When City of Launceston mayor Albert van Zetten assumed office in 2007, few could have predicted he would still be in the role 14 years later.
But that is just what Cr van Zetten has done, with today marking 14 years to the day he was voted in as Launceston's 91st mayor.
Cr van Zetten beat out well-known former mayor and Windermere MLC Ivan Dean by fewer than 1000 votes in what was one of the most hotly contested elections in history.
The win came despite the incumbent securing eight per cent fewer primary votes than his predecessor, but it matter little when third mayoral candidate Ted Sands's 6956 gave Cr van Zetten a winning margin of 12,551 to 11,594.
Cr van Zetten's win came on the back of a campaign condemning the controversial Bell Bay pulp mill.
"I only gave myself a 45 per cent chance because I think when you're the (incumbent) mayor you have got an advantage, so it is a surprise," Cr van Zetten said in the wake of his win.
The City of Launceston election came at the same time as other Northern council elections.
Now Liberal Cabinet Minister Mark Shelton was re-elected as the Meander Valley mayor, while Barry Easther comfortable resume his seat in the West Tamar municipality.
In the North-West, Alvywn Boyd was a comfortable mayoral choice for the Burnie Council and Lynn Laycock never looked like being beaten in Devonport.
Well-known euthanasia campaigner Mike Gaffney was a comprehensive victor in Latrobe for the third time, and he went on to win twice more before heading into state government.
Meanwhile, dredging work started on kanamaluka/Tamar Estuary at Home Point.
The proposal saw 5000 cubic metres dredged up over three weeks before moving to the yacht basin.

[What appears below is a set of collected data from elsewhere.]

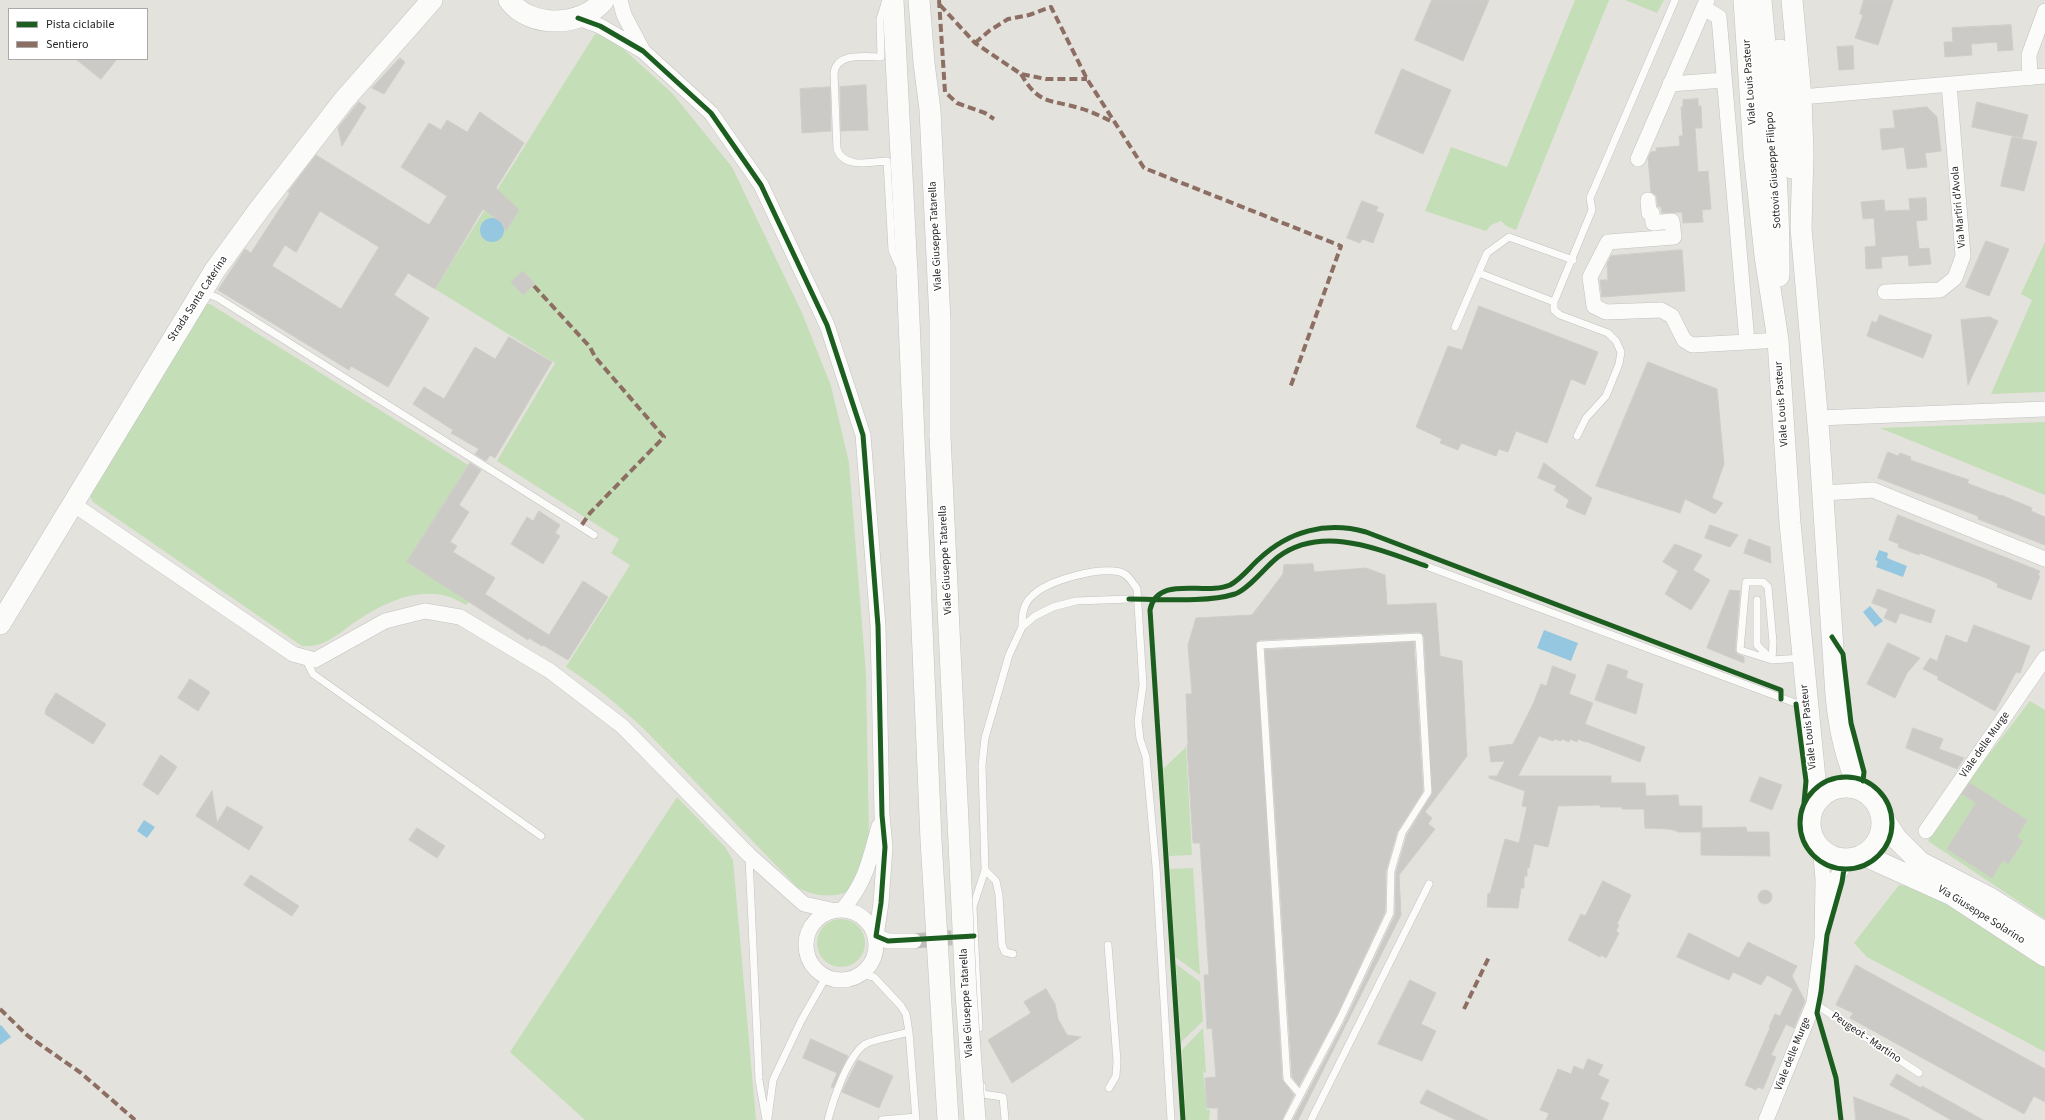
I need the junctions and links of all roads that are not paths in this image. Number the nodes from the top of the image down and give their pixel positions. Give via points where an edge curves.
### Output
1 (432, 0) edge
2 (604, 0) edge
3 (620, 0) edge
4 (886, 0) edge
5 (893, 0) edge
6 (919, 0) edge
7 (1675, 0) edge
8 (1744, 0) edge
9 (1761, 0) edge
10 (1776, 0) edge
11 (1792, 0) edge
12 (508, 1) edge
13 (1706, 4) edge
14 (2045, 11) edge
15 (578, 18) junction
16 (643, 50) junction
17 (2045, 76) edge
18 (2030, 78) junction
19 (1724, 80) junction
20 (1670, 84) junction
21 (1949, 84) junction
22 (1801, 97) junction
23 (1638, 159) dead end
24 (1648, 200) dead end
25 (1801, 228) junction
26 (1573, 260) junction
27 (1479, 272) junction
28 (907, 278) junction
29 (201, 291) junction
30 (1885, 292) dead end
31 (1554, 302) junction
32 (1455, 326) dead end
33 (1778, 340) junction
34 (1746, 342) junction
35 (2045, 410) edge
36 (1818, 418) junction
37 (1577, 436) dead end
38 (1823, 493) junction
39 (73, 504) junction
40 (594, 535) dead end
41 (2045, 559) edge
42 (1426, 566) dead end
43 (1129, 599) dead end
44 (1757, 600) dead end
45 (0, 624) edge
46 (1022, 627) junction
47 (304, 657) junction
48 (1802, 658) junction
49 (2045, 658) edge
50 (1772, 660) junction
51 (1806, 707) junction
52 (1860, 789) junction
53 (1813, 809) junction
54 (882, 815) junction
55 (1882, 816) junction
56 (1926, 831) dead end
57 (541, 836) dead end
58 (1816, 843) junction
59 (749, 855) junction
60 (1856, 857) junction
61 (985, 870) junction
62 (1917, 870) junction
63 (1430, 884) dead end
64 (804, 904) junction
65 (837, 910) junction
66 (808, 931) junction
67 (2045, 933) edge
68 (1822, 934) junction
69 (876, 936) junction
70 (914, 941) tunnel mouth
71 (1108, 945) dead end
72 (1013, 954) dead end
73 (2045, 956) edge
74 (860, 974) junction
75 (826, 977) junction
76 (1814, 1003) junction
77 (909, 1032) junction
78 (979, 1039) dead end
79 (1919, 1073) dead end
80 (981, 1078) dead end
81 (1109, 1088) dead end
82 (1300, 1094) junction
83 (916, 1118) edge
84 (767, 1120) edge
85 (828, 1120) edge
86 (882, 1120) edge
87 (948, 1120) edge
88 (975, 1120) edge
89 (1005, 1120) edge
90 (1171, 1120) edge
91 (1288, 1120) edge
92 (1310, 1120) edge
93 (1766, 1120) edge

1 - 29 main road, Strada Santa Caterina via 344,100 261,207
2 - 15 main road
3 - 16 street via 624,15
4 - 28 lane via 880,19 881,57 844,58 834,67 838,149 840,156 847,162 887,161 892,250
5 - 28 main road
6 - 88 main road, Viale Giuseppe Tatarella, bridge via 930,118 940,321 940,436 966,993
7 - 26 lane via 1590,198 1592,210
8 - 33 main road, Viale Louis Pasteur via 1754,152 1765,256
9 - 33 main road, Sottovia Giuseppe Filippo via 1779,246
10 - 25 main road, Sottovia Giuseppe Filippo via 1788,140
11 - 22 main road
12 - 15 main road via 525,14 542,20 560,22
13 - 19 street via 1719,17
13 - 20 street
14 - 18 street via 2029,55
15 - 16 street via 600,26
16 - 54 street via 712,113 761,185 827,325 863,434 878,626
17 - 18 street
18 - 21 street
19 - 20 street
19 - 34 street
20 - 23 street
21 - 22 street
21 - 30 street, Via Martiri d'Avola via 1963,256 1955,278 1940,290
22 - 25 main road
24 - 34 street via 1653,223 1672,221 1674,237 1608,242 1590,277 1594,306 1606,312 1661,310 1672,316 1684,340 1692,345
25 - 36 main road
26 - 27 lane via 1509,236 1487,253
26 - 31 lane
27 - 31 lane
27 - 32 lane
28 - 87 main road, bridge via 931,840
29 - 39 main road, Strada Santa Caterina
29 - 40 lane via 218,298
31 - 37 lane via 1554,310 1560,315 1608,333 1616,341 1621,352 1606,396 1586,418
33 - 34 street
33 - 48 main road, Viale Louis Pasteur
35 - 36 street
36 - 38 main road
38 - 41 street via 1873,490
38 - 52 main road via 1839,727 1850,769
39 - 45 main road, Strada Santa Caterina
39 - 47 street via 292,654
42 - 51 lane
43 - 46 lane via 1076,601 1053,607 1035,616
44 - 50 lane via 1757,644
46 - 61 lane via 1009,656 985,738 982,765
46 - 90 lane via 1022,611 1032,596 1052,584 1072,577 1097,572 1120,572 1129,577 1137,589 1143,685 1138,721 1146,757 1156,867
47 - 57 lane via 313,674
47 - 59 street via 315,660 385,621 425,611 460,617 550,671 622,726
48 - 50 lane
48 - 51 main road, Viale Louis Pasteur
49 - 56 street, Viale delle Murge
50 - 50 lane via 1768,587 1763,582 1746,582 1740,650
51 - 53 main road, Viale Louis Pasteur via 1816,789
52 - 53 main road via 1840,788 1829,792 1819,799
52 - 55 main road via 1873,798
53 - 58 main road via 1810,821
54 - 65 street via 864,879 856,893
54 - 69 street via 884,866
55 - 60 main road via 1882,831 1877,842
55 - 62 main road
58 - 60 main road via 1824,852 1835,858
58 - 68 street, Viale delle Murge via 1821,856
59 - 64 street
59 - 84 lane via 759,1080
60 - 62 main road
60 - 68 street via 1836,878
61 - 72 lane via 996,881 1002,945 1005,952
61 - 78 lane via 973,908
62 - 67 main road, Via Giuseppe Solarino via 1990,898
62 - 73 main road, Via Giuseppe Solarino via 1935,886 1966,903
63 - 92 lane
64 - 65 street
64 - 66 street
65 - 66 street via 822,914
65 - 69 street via 855,912 864,918
66 - 75 street via 805,940 808,957 812,965
68 - 76 street, Viale delle Murge
69 - 70 street via 888,941
69 - 74 street via 873,959
71 - 81 lane via 1117,1061 1116,1076
74 - 75 street via 843,980
74 - 77 lane via 874,977 901,1006 906,1014
75 - 84 lane via 801,1021 773,1080
76 - 79 lane, Peugeot - Martino
76 - 93 street, Viale delle Murge
77 - 83 lane
77 - 85 lane via 864,1044 847,1067 833,1100
80 - 89 lane via 982,1094 1003,1097
82 - 82 lane via 1340,1019 1390,914 1391,871 1402,833 1428,792 1419,637 1260,645 1287,1079
82 - 91 lane
83 - 86 lane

In a classic Tasmanian sport/politics twist, an independent consultant was brought in to examine how a partnership between the state and the Hawthorn Football Club could benefit Tasmania.
The review came after the state government had already entered into a $15 million sponsorship deal without releasing an analysis of the economic benefits. The report was set to cost about $45,000.
The report found the partnership, which saw Hawthorn play four games in Tasmania in 2008, would bring in $16 million each year over five years.